Before committing to a treatment course for treatment-resistant depression, attempts should be made to ascertain any “modifiable” factors that may account for the lack of achieving or sustaining the desired response. Many of these modifiable factors are common and may even prevent treatment resistance. These potentially modifiable factors include assuring the diagnosis and comorbid diagnosis (eg, bipolar disorder, anxiety disorders, eating disorders, substance use disorders, comorbid medical illness); assuring an adequate trial (including maximal tolerated dose and duration) for any treatment, whether it is an antidepressant, empirically based psychotherapy, electroconvulsive therapy, or nonpharmacological augmentation; problems with adherence or compliance; intolerance to treatment (and adequate attempts to mange side effects to a potentially effective treatment); psychosocial stressors; inaccurate assessment of response; and failure to achieve remission during the index episode.

The Importance of Remission in Combination Treatments

Failure to achieve and sustain remission of the index episode remains among the most important of the “modifiable” factors associated with treatment-resistant depression.

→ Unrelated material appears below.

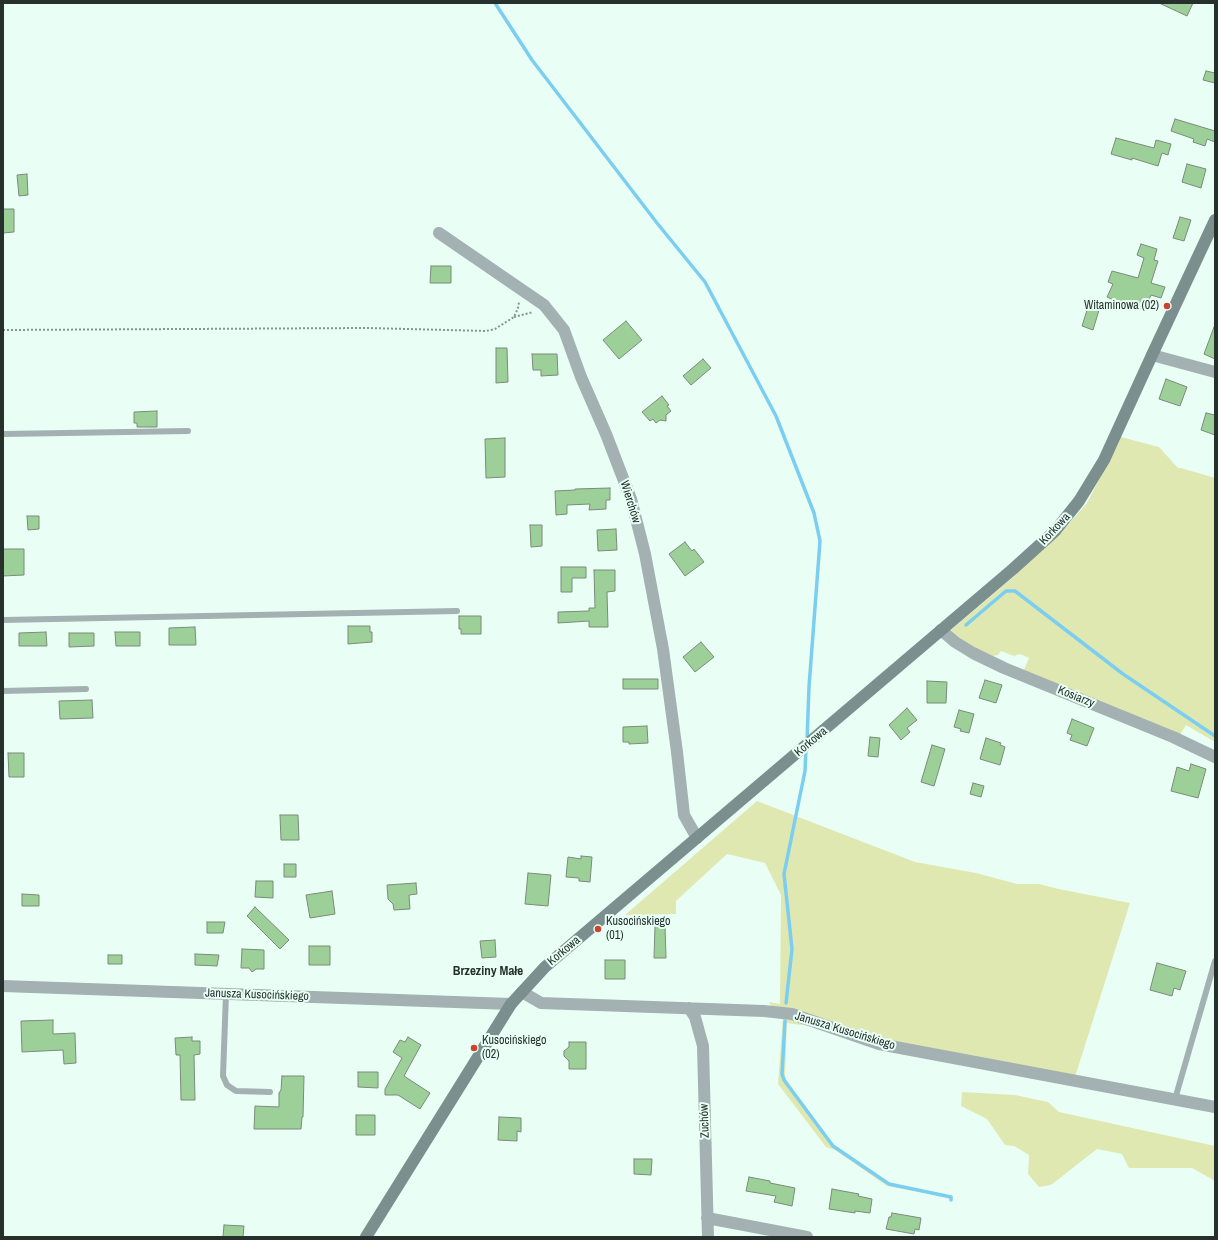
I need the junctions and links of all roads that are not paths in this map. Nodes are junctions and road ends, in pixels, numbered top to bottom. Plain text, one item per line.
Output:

Similar to any other medical illness, the standard of treatment should always be toward “remission.” Up to 70% of patients who show a full response (greater than 50% improvement from baseline) to treatment actually fail to remit fully.2 Residual depressive symptoms, including the traditional symptoms from the Diagnostic and Statistical Manual of Mental Disorders, fourth edition (DSM-IV),5 of major depression and common somatic symptoms (eg, headache, backache, musculo-skeletal pain) significantly increase the risk of both relapse and recurrence in a depression that responds to treatment, but fails to remit.2

Additional potential consequences for depression that responds without full remission include continued psychosocial impairment, increased use of medical services, potential worsening of morbidity or mortality of comorbid psychiatric and other medical illnesses, ongoing risk of suicide, and a “theoretical risk” of developing depression less likely to respond to conventional treatments.6 Understandably, treating all depression to remission is imperative and may require the use of combination treatments, either during the index episode or during the onset of symptoms after remission has been achieved.

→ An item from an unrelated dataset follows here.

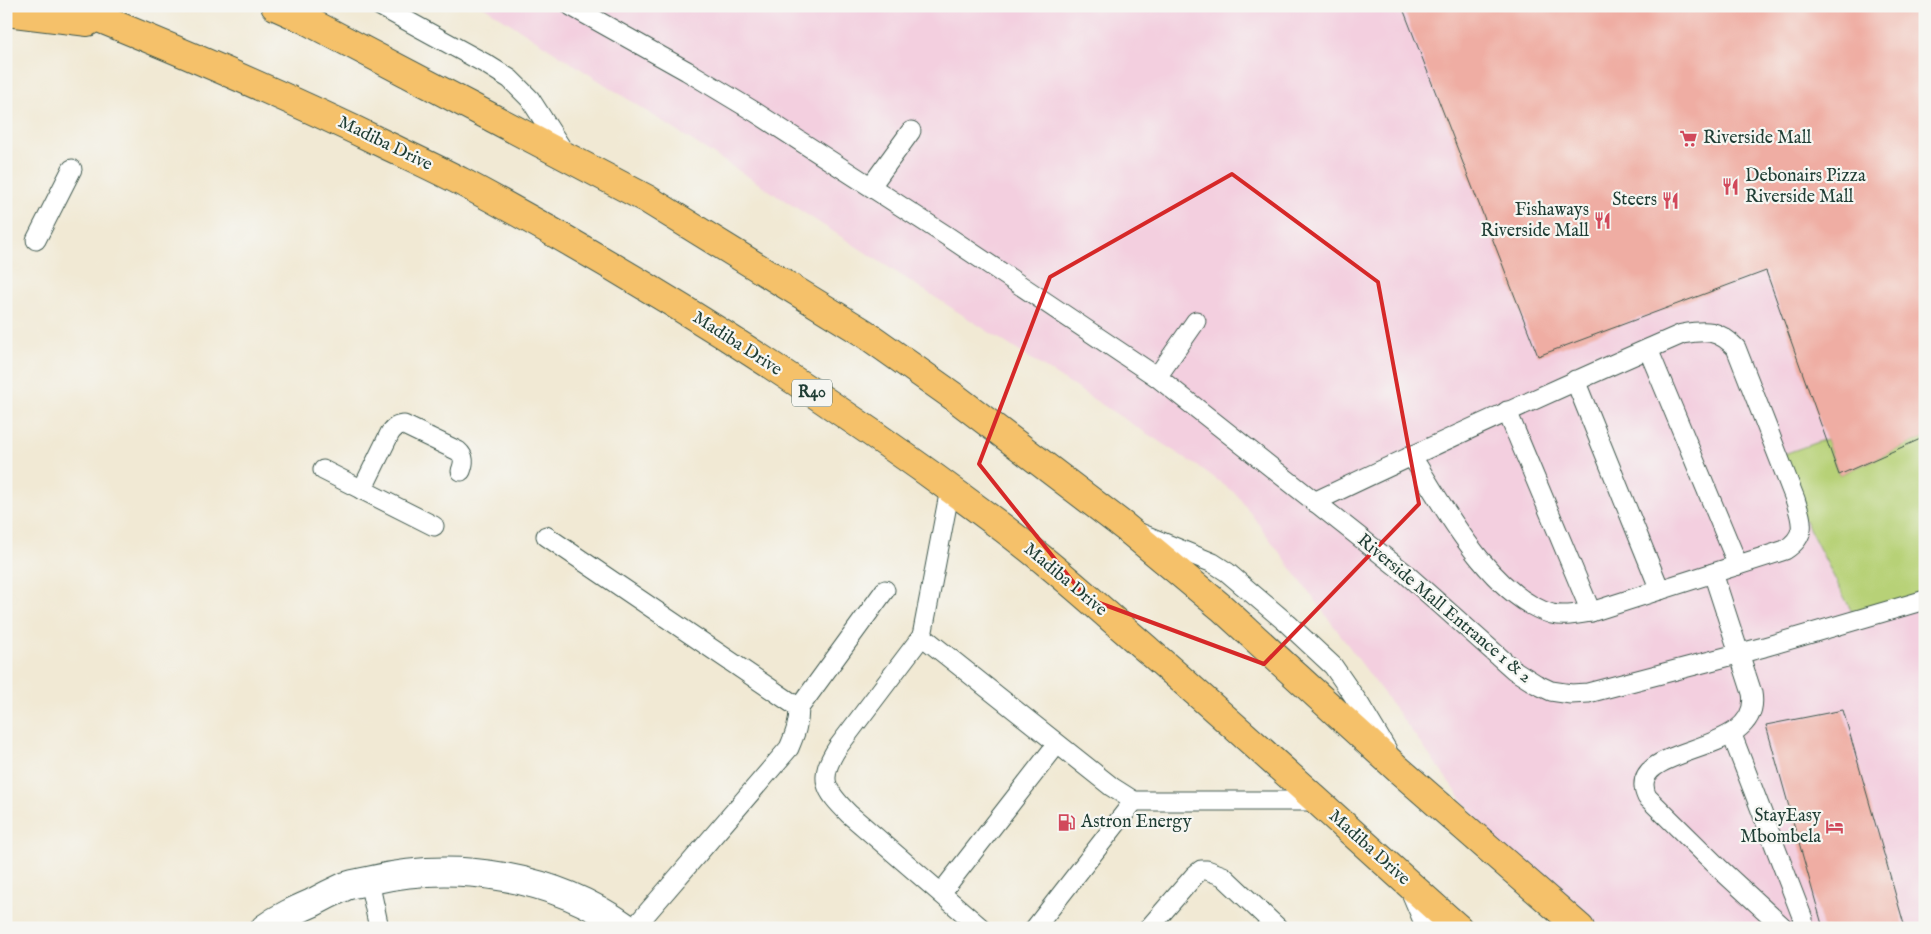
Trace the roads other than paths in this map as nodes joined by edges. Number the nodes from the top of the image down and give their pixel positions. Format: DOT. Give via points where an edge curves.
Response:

Basic Principles of Combination Treatment

When a patient with depression is failing to respond optimally to a particular treatment, or starts losing remission, the decision needs to be made to switch treatments or add another treatment. While there is a growing literature to provide guidelines around combining treatments for resistant depression, many of the studies used to provide information for such guidelines have methodological limitations, including consistency in controlling for baseline levels of duration and severity, possible comorbid illness, and level of treatment resistance.7 Therefore, the decision to combine treatments should always be tailored to the individual patient.

Given the paucity of combination treatments approved by the Food and Drug Administration for the management of resistant depression, it is important for the clinician to consider the treatments that are best supported in the literature in regard to both efficacy and safety. After a patient has failed the more “accepted” treatment supported by the literature in the absence of FDA approval, the choice to use less conventional treatments may be justified.

Additionally, clinicians should always obtain appropriate informed consent. Patients and their families should know both the risks and benefits of treatment, as well as the risk of not treating the depression to optimal levels. In addition, the clinician should document carefully the use of treatments that are not indicated for depression and the use of treatments that, when used in combination, have been reported to have possible safety issues (eg, stimulants with monoamine oxidase inhibitors [MAOIs]). Second opinions or consultations with a clinician who may have more expertis, or a particular expertise, may provide additional support, especially with treatments that may be associated with higher levels of possible risks. The decision to combine treatments must always be tailored to the individual patient.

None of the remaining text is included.